From sold out shares at Community Supported Agriculture farms to the bevy of restaurants that feature Minnesota food, it seems that local, sustainable farms are resurgent. Even mainstream grocers like Cub Foods and Lund’s are featuring more locally grown foods. What’s going on?
“A lot,” says Linda Harding, a chef who also works with the Southeast Minnesota Food Network, a group of about 90 farms that sell to co-ops, restaurants, and institutions like St. Olaf College.
“Restaurants, more and more, want to have local products raised sustainably…,” said Harding. As many as 50 restaurants purchase from the food network each week during the summer, and a core group of 15-20 stay through the winter. But “the public,” says Harding, “is also much more aware.”
More inquiries about lamb and beef
That’s something that Connie Karstens, a farmer from Hutchinson, Minn., has noticed too. “We’ve been trying to sell locally for many years,” says Karstens, and “I’m finding more inquires about our lamb and beef, consumers, folks are calling up and asking about it.” The Karstens have run their farm for 18 years, and while rising fuel costs have made it harder to compete, Connie has noticed that, “people are more educated and want to buy locally.”
While it is hard to quantify, the growing interest in sustainable agriculture isn’t just anecdotal. Community Supported Agriculture Farms, or CSAs, are a concrete example.
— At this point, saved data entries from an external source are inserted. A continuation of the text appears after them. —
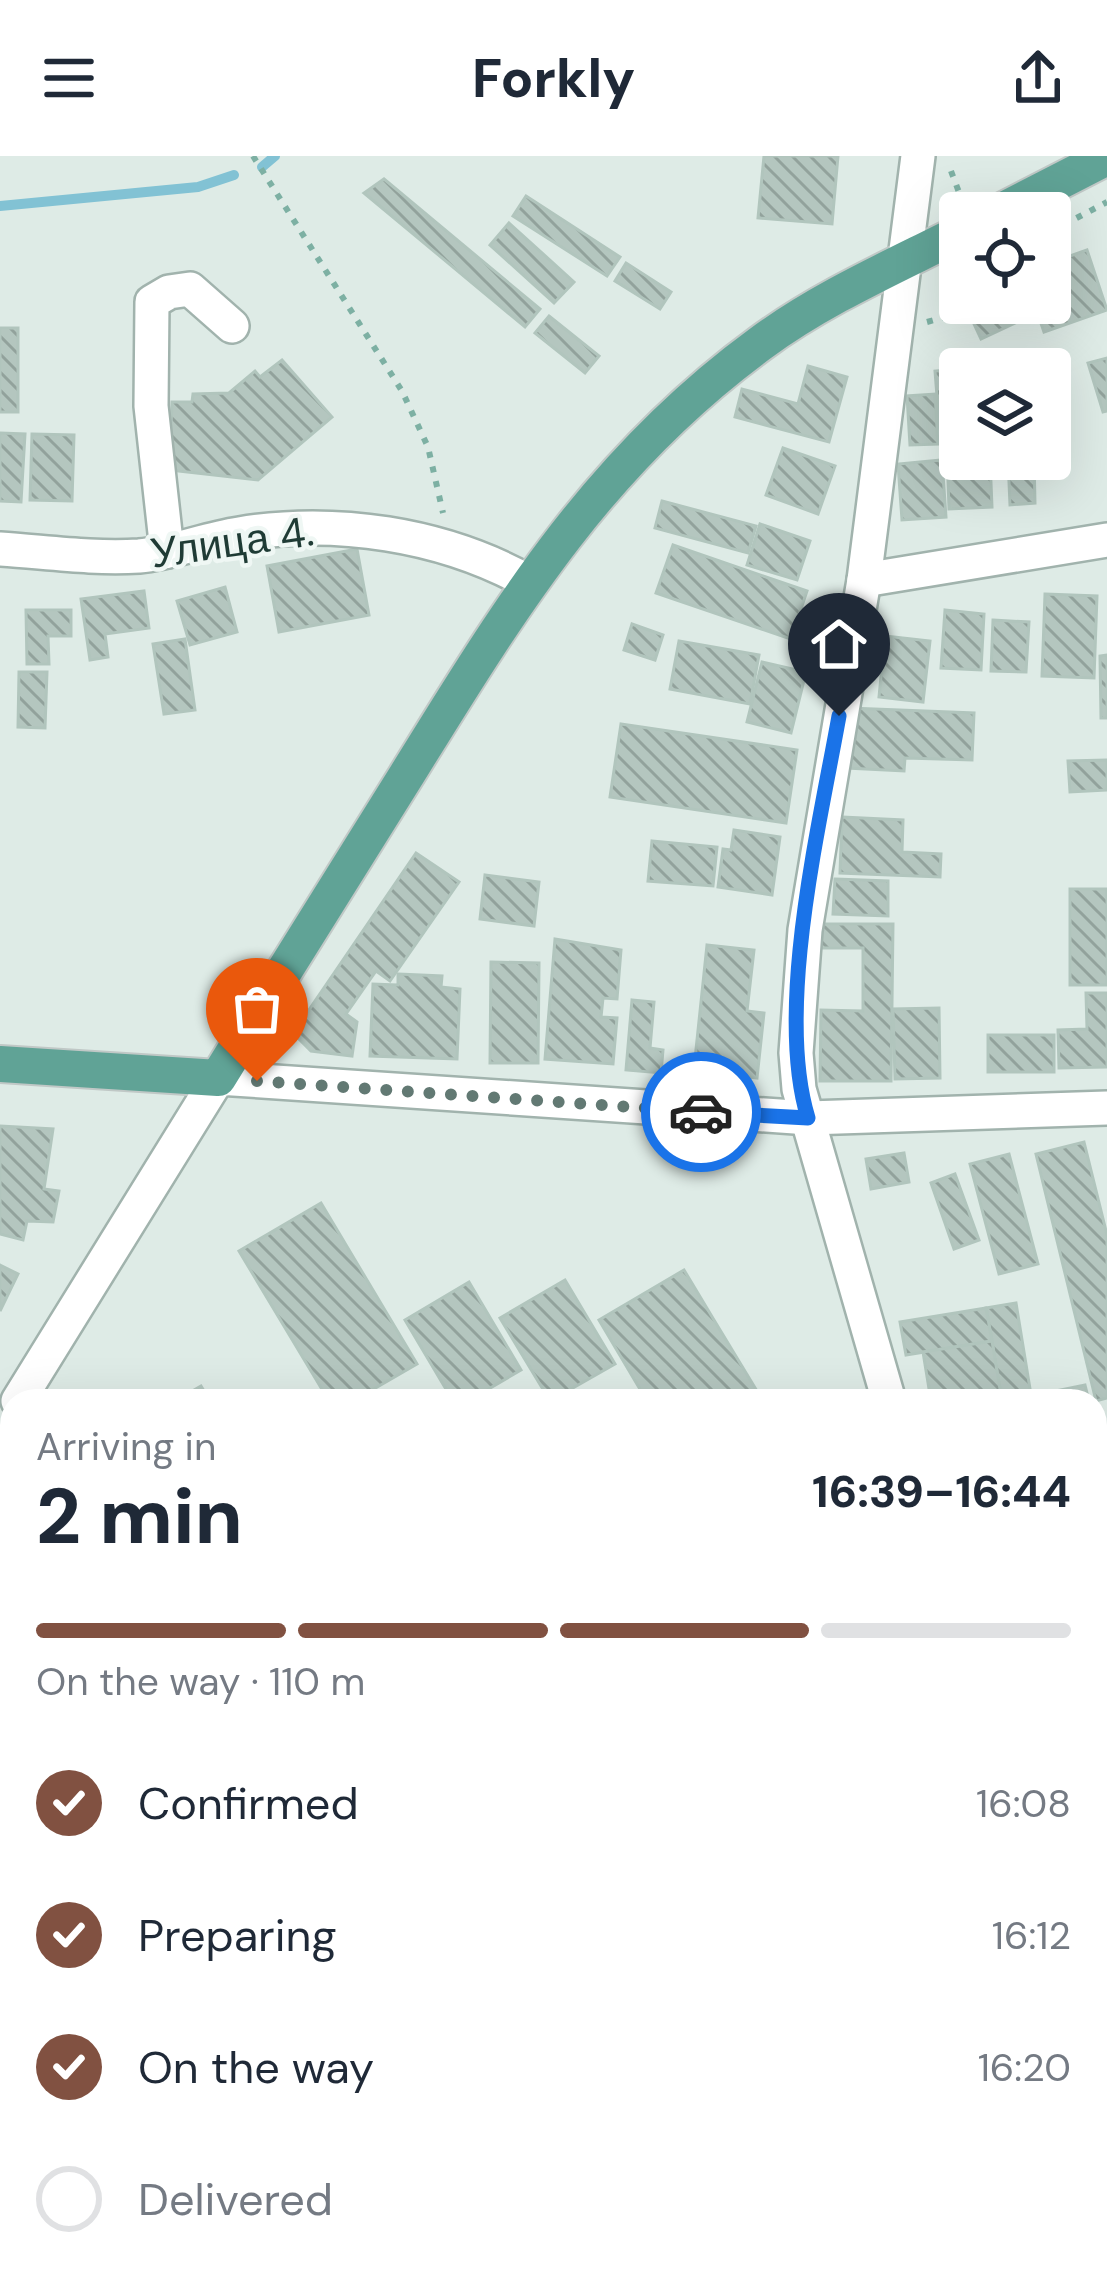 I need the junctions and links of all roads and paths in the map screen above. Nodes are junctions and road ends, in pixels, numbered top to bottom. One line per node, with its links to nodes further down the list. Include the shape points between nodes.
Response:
1 (253, 156): 13 (path, via 416,418 436,475)
2 (918, 156): 10 (street)
3 (946, 156): 5 (path)
4 (1107, 158): 6 (main road)
5 (957, 192)
6 (1040, 192)
7 (1107, 202): 8 (path)
8 (1071, 221)
9 (939, 244): 10 (main road)
10 (904, 262): 16 (street); 17 (main road, via 823,303 706,386 590,502)
11 (232, 326): 15 (street, via 190,289 152,302 151,406)
12 (1107, 540): 16 (street)
13 (446, 547): 15 (street, Улица 4., via 298,528); 17 (street, Улица 4.)
14 (0, 549): 15 (street, Улица 4.)
15 (167, 551)
16 (864, 580): 21 (street, via 805,930 796,1053)
17 (527, 581): 19 (main road)
18 (0, 1064): 19 (main road)
19 (218, 1078): 21 (street); 22 (street)
20 (1107, 1108): 21 (street)
21 (808, 1118): 23 (street)
22 (25, 1389)
23 (886, 1389) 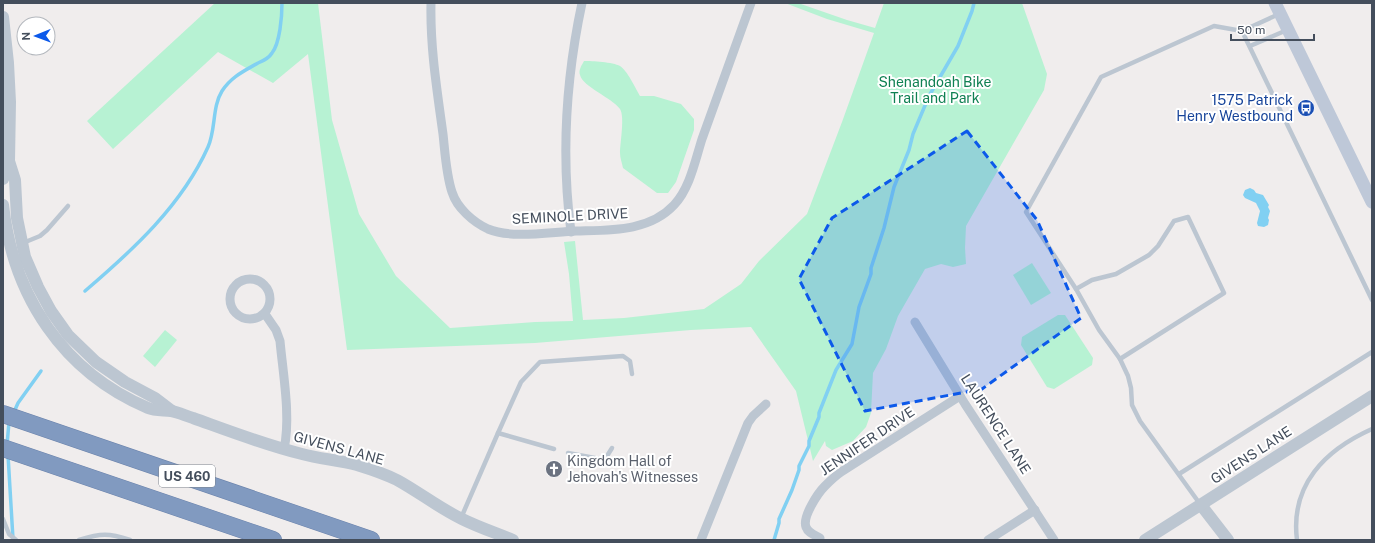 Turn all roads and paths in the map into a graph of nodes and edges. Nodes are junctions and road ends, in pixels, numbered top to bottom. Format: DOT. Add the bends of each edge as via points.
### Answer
graph roads {
  1 [pos="431,3"];
  2 [pos="582,3"];
  3 [pos="751,3"];
  4 [pos="1278,8"];
  5 [pos="3,17"];
  6 [pos="1288,30"];
  7 [pos="1242,31"];
  8 [pos="1250,46"];
  9 [pos="9,161"];
  10 [pos="3,179"];
  11 [pos="1371,199"];
  12 [pos="3,205"];
  13 [pos="68,206"];
  14 [pos="571,232"];
  15 [pos="22,243"];
  16 [pos="1076,289"];
  17 [pos="1372,300"];
  18 [pos="265,314"];
  19 [pos="916,322"];
  20 [pos="1372,352"];
  21 [pos="1120,359"];
  22 [pos="632,374"];
  23 [pos="960,396"];
  24 [pos="1372,396"];
  25 [pos="766,404"];
  26 [pos="172,411"];
  27 [pos="3,414"];
  28 [pos="1372,429"];
  29 [pos="498,433"];
  30 [pos="3,448"];
  31 [pos="612,448"];
  32 [pos="284,449"];
  33 [pos="554,449"];
  34 [pos="568,453"];
  35 [pos="1179,474"];
  36 [pos="1201,505"];
  37 [pos="1035,510"];
  38 [pos="461,518"];
  39 [pos="3,519"];
  40 [pos="820,538"];
  41 [pos="16,540"];
  42 [pos="79,540"];
  43 [pos="130,540"];
  44 [pos="273,540"];
  45 [pos="371,540"];
  46 [pos="513,540"];
  47 [pos="702,540"];
  48 [pos="988,540"];
  49 [pos="1054,540"];
  50 [pos="1145,540"];
  51 [pos="1228,540"];
  52 [pos="1296,540"];
  1 -- 14 [label="street, SEMINOLE DRIVE" via="433,66 448,173 455,199 472,220 496,232"];
  2 -- 14 [label="street" via="571,60 566,118 566,174"];
  3 -- 14 [label="street, SEMINOLE DRIVE" via="694,167 680,199 666,213 642,225"];
  4 -- 6 [label="main road"];
  4 -- 7 [label="lane"];
  5 -- 9 [label="street, GIVENS LANE" via="10,91"];
  6 -- 8 [label="lane"];
  6 -- 11 [label="main road"];
  7 -- 8 [label="lane"];
  7 -- 16 [label="lane" via="1214,26 1101,77 1026,212"];
  8 -- 17 [label="lane"];
  9 -- 10 [label="street, GIVENS LANE"];
  9 -- 15 [label="street, GIVENS LANE" via="15,180 17,218"];
  12 -- 26 [label="street, GIVENS LANE" via="9,245 20,278 36,311 57,340 80,365 110,388 151,410"];
  13 -- 15 [label="lane" via="40,236"];
  15 -- 26 [label="street, GIVENS LANE" via="29,266 44,298 59,322 79,346 108,372 156,398"];
  16 -- 21 [label="lane" via="1099,330"];
  16 -- 21 [label="lane" via="1092,280 1116,274 1149,255 1174,221 1188,217 1224,293"];
  18 -- 18 [label="street" via="270,299 264,285 250,279 236,285 230,300 236,314 250,320"];
  18 -- 32 [label="street" via="276,330 280,342 286,417"];
  19 -- 23 [label="street, LAURENCE LANE"];
  20 -- 35 [label="lane"];
  21 -- 35 [label="lane" via="1128,376 1132,405 1140,421"];
  22 -- 29 [label="lane" via="630,362 623,356 540,362 521,382"];
  23 -- 37 [label="street, LAURENCE LANE"];
  23 -- 40 [label="street, JENNIFER DRIVE" via="828,482 815,499 805,521 808,530"];
  24 -- 36 [label="street, GIVENS LANE"];
  25 -- 47 [label="street" via="748,423"];
  26 -- 32 [label="street, GIVENS LANE"];
  27 -- 45 [label="highway, US 460"];
  28 -- 52 [label="lane" via="1328,455 1310,477 1301,497 1297,515"];
  29 -- 33 [label="lane"];
  29 -- 38 [label="lane"];
  30 -- 44 [label="highway, US 460"];
  31 -- 34 [label="lane" via="608,456 600,459"];
  32 -- 38 [label="street, GIVENS LANE" via="355,465 396,479"];
  35 -- 36 [label="lane"];
  36 -- 50 [label="street, GIVENS LANE"];
  36 -- 51 [label="street"];
  37 -- 48 [label="street"];
  37 -- 49 [label="street, LAURENCE LANE"];
  38 -- 46 [label="street, GIVENS LANE"];
  39 -- 41 [label="lane" via="9,534"];
  42 -- 43 [label="lane" via="97,535 113,535"];
}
CSA farms sell shares, which account for the cost of the farm, and in return, consumers get a fresh box of locally grown produce.
Glen Hill is the executive director of the Minnesota Food Association, and it has operated a CSA, called Big River Farms, for the past four years in Marine on St. Croix.
“There’s definitely an increase in demand,” said Hill, “On May 15th, we sold out (of shares) … and we increased by 100 the number of shares offered from last year.” Their first year they offered 50 shares, now they’re up to 380.
A single share lasts nearly 5 months, and includes enough vegetables and fruits to feed a family of four. Many CSAs drop off boxes at co-ops and coffee stores in the metro area. Big River Farms’ story isn’t unique; of the 32 CSAs in the Twin Cities Metro area, 26 sold out before mid-June this year. Across the state, the number of CSA farms has nearly doubled in the past four years, from 36 in 2004 to 61 today.
Much local produce goes to big grocers
Individuals and restaurants aren’t alone in their interest in locally grown sustainable food. Big River Farms sells nearly 30 percent of its vegetables wholesale. Grocers like Lund’s & Byerly’s, Cub Foods, and Kowalski’s are all customers. Recently they’ve even begun selling to Chipotle restaurants in Minnesota; about a third of Chipotle’s green peppers now come from Marine on St. Croix, rather than hundreds of miles away.
There are many different reasons for the increased interest in buying locally grown, sustainable food. Glen Hill thinks that determined, long term “efforts by communities and non-profits to promote local food” have begun to pay off. “Regular and persistent issues with our food system” have also been a factor. He cited recent food scares, from this month’s salmonella outbreak in tomatoes to the 2006 E. coli outbreak in spinach due to factory farm practices.
Harding sees a new movement to connect the public with local food. “Farmers markets,” like the new Mill City Market in downtown Minneapolis, have made “more people aware of who’s growing their food,” said Harding. She also singled out chefs as early “champions of this movement,” who, by showcasing fresh locally grown fruits, vegetables, and meats, have brought forward all their benefits.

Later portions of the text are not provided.